__Work to complete__
Give back every line of the material below that has the string "Qocayev".

__Provided data__
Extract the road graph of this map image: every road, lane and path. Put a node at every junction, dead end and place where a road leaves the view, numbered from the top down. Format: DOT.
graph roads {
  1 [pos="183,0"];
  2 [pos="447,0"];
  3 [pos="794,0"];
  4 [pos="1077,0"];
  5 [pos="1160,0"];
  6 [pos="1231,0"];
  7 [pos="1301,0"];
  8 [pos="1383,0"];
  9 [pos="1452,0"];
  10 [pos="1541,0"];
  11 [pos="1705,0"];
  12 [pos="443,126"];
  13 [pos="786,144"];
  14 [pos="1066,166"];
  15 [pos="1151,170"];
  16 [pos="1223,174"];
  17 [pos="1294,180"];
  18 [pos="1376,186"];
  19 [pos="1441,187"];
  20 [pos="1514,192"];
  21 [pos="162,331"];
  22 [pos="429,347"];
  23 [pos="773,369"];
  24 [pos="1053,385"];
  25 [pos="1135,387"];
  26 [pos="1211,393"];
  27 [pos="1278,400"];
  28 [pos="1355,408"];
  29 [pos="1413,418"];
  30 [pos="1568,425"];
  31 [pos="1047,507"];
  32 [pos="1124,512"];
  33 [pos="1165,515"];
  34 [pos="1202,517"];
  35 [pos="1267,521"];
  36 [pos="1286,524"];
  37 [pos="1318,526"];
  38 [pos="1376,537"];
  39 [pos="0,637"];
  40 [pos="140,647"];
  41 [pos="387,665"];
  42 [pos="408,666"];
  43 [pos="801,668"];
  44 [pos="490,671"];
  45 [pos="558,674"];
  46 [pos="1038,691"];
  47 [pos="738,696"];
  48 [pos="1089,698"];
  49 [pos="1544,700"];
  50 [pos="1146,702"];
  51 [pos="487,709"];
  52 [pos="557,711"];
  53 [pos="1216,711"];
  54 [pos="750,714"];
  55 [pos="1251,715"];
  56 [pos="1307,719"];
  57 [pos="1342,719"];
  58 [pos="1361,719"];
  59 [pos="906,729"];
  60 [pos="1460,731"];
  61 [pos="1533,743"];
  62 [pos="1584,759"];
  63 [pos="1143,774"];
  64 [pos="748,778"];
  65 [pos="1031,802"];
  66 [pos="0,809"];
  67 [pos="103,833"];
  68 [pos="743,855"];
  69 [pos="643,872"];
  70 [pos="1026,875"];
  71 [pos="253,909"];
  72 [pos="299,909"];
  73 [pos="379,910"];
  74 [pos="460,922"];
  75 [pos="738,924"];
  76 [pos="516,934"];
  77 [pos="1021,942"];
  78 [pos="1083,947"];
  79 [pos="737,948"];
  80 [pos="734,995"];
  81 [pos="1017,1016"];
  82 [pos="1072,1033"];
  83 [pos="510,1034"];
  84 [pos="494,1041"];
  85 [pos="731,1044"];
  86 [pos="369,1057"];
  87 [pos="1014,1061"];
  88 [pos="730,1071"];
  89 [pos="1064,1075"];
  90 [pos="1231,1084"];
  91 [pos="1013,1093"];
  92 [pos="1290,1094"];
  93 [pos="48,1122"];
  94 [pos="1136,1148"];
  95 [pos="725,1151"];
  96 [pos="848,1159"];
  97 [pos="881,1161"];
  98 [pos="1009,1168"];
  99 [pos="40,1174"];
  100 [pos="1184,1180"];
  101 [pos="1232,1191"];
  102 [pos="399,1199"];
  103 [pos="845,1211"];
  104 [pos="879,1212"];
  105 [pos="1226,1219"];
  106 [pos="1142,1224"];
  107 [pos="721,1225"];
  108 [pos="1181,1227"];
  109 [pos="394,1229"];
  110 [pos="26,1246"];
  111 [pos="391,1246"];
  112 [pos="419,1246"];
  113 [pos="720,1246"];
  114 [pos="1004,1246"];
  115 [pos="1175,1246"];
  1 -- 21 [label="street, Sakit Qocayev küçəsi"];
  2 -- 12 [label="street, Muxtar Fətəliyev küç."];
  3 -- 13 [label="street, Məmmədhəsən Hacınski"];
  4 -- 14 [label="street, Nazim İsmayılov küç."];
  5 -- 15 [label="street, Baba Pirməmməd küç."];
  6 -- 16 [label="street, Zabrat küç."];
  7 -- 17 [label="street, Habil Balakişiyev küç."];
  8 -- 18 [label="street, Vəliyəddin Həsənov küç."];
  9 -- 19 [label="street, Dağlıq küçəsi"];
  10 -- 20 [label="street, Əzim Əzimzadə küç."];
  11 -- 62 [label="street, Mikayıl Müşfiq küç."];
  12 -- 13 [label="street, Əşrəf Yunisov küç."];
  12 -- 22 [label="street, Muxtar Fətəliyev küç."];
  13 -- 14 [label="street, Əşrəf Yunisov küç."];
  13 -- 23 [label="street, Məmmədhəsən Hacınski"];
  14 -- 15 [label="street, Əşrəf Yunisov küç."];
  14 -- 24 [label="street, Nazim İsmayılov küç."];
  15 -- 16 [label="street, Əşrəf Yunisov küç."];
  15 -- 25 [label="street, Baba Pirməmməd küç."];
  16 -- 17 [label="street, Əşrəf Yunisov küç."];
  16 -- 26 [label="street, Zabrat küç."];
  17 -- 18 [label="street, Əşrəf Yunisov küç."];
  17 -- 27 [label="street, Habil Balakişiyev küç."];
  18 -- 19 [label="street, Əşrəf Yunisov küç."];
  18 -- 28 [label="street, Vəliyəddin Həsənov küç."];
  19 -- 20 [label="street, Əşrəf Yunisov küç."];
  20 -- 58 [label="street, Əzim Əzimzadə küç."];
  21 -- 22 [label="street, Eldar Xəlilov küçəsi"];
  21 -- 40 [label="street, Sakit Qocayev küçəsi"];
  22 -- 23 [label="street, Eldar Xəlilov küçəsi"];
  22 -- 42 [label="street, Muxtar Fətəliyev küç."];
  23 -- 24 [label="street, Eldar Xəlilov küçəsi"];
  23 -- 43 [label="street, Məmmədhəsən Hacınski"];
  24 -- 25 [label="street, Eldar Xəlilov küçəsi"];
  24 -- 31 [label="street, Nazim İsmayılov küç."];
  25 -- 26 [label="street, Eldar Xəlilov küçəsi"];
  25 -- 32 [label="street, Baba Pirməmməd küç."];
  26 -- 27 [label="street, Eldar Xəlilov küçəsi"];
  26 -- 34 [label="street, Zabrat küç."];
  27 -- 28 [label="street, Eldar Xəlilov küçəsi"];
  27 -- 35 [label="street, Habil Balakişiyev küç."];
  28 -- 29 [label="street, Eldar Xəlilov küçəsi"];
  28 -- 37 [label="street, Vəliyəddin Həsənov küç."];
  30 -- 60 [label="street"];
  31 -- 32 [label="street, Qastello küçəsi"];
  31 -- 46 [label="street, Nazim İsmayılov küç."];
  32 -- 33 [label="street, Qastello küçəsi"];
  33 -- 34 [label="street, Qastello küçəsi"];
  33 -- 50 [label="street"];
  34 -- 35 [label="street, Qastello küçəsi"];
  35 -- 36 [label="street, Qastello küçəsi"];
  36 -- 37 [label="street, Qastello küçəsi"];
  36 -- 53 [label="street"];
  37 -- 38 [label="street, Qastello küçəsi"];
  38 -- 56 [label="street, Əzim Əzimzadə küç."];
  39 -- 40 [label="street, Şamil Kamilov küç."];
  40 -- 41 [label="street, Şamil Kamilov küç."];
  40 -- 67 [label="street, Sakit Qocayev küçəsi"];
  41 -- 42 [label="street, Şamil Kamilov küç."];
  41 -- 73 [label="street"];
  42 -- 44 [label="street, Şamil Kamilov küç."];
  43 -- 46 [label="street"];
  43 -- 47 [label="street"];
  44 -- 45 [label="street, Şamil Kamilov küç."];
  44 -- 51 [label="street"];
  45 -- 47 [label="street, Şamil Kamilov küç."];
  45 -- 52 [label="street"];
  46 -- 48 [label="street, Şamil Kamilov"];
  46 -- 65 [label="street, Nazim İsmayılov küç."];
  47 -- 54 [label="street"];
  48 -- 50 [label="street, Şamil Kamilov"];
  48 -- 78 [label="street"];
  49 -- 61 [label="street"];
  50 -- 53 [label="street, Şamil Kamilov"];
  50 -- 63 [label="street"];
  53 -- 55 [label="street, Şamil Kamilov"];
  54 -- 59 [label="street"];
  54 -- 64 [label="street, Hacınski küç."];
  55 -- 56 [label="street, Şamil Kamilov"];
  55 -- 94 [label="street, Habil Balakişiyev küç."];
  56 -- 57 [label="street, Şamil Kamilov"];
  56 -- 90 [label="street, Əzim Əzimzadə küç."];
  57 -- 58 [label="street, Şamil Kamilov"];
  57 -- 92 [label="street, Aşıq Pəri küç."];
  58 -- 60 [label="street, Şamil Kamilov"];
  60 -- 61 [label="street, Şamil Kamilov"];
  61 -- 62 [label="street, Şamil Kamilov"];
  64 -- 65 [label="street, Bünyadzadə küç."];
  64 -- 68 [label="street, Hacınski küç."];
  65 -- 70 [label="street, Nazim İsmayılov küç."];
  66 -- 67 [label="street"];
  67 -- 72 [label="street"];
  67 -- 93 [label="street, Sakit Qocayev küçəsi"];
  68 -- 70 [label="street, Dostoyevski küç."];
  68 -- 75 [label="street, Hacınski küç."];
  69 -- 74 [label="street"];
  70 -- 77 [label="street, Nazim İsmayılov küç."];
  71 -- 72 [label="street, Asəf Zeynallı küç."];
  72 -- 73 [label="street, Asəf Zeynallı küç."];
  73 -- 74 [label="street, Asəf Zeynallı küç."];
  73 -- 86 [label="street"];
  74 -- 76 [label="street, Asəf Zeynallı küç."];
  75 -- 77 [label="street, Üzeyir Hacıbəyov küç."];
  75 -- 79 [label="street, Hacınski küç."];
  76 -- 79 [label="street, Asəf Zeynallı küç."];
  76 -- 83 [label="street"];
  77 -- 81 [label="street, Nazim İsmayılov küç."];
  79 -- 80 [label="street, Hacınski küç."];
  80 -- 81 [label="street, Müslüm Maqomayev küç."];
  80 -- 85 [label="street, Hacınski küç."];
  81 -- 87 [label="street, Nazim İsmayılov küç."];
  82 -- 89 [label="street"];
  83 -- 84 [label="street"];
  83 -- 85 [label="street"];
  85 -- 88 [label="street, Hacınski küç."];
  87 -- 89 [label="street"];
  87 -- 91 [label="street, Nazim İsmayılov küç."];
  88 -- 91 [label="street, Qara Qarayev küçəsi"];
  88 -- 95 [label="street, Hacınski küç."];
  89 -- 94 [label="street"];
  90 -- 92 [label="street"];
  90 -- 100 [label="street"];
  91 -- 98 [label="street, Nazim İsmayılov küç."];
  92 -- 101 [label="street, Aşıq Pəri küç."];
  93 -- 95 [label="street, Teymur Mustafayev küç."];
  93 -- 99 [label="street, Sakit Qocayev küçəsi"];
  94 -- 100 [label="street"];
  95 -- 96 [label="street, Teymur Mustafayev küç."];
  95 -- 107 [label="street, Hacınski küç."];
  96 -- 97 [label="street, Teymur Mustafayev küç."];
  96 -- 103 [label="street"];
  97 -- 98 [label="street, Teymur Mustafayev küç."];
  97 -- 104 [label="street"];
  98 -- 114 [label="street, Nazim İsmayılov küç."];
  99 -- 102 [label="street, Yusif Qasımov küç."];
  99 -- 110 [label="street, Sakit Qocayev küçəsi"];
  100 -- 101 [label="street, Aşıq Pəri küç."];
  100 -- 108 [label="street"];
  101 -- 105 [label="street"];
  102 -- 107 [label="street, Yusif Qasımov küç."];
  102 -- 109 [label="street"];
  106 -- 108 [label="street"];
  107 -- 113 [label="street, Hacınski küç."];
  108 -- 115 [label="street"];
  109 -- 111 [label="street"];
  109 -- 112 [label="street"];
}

__Exercise solution__
  1 -- 21 [label="street, Sakit Qocayev küçəsi"];
  21 -- 40 [label="street, Sakit Qocayev küçəsi"];
  40 -- 67 [label="street, Sakit Qocayev küçəsi"];
  67 -- 93 [label="street, Sakit Qocayev küçəsi"];
  93 -- 99 [label="street, Sakit Qocayev küçəsi"];
  99 -- 110 [label="street, Sakit Qocayev küçəsi"];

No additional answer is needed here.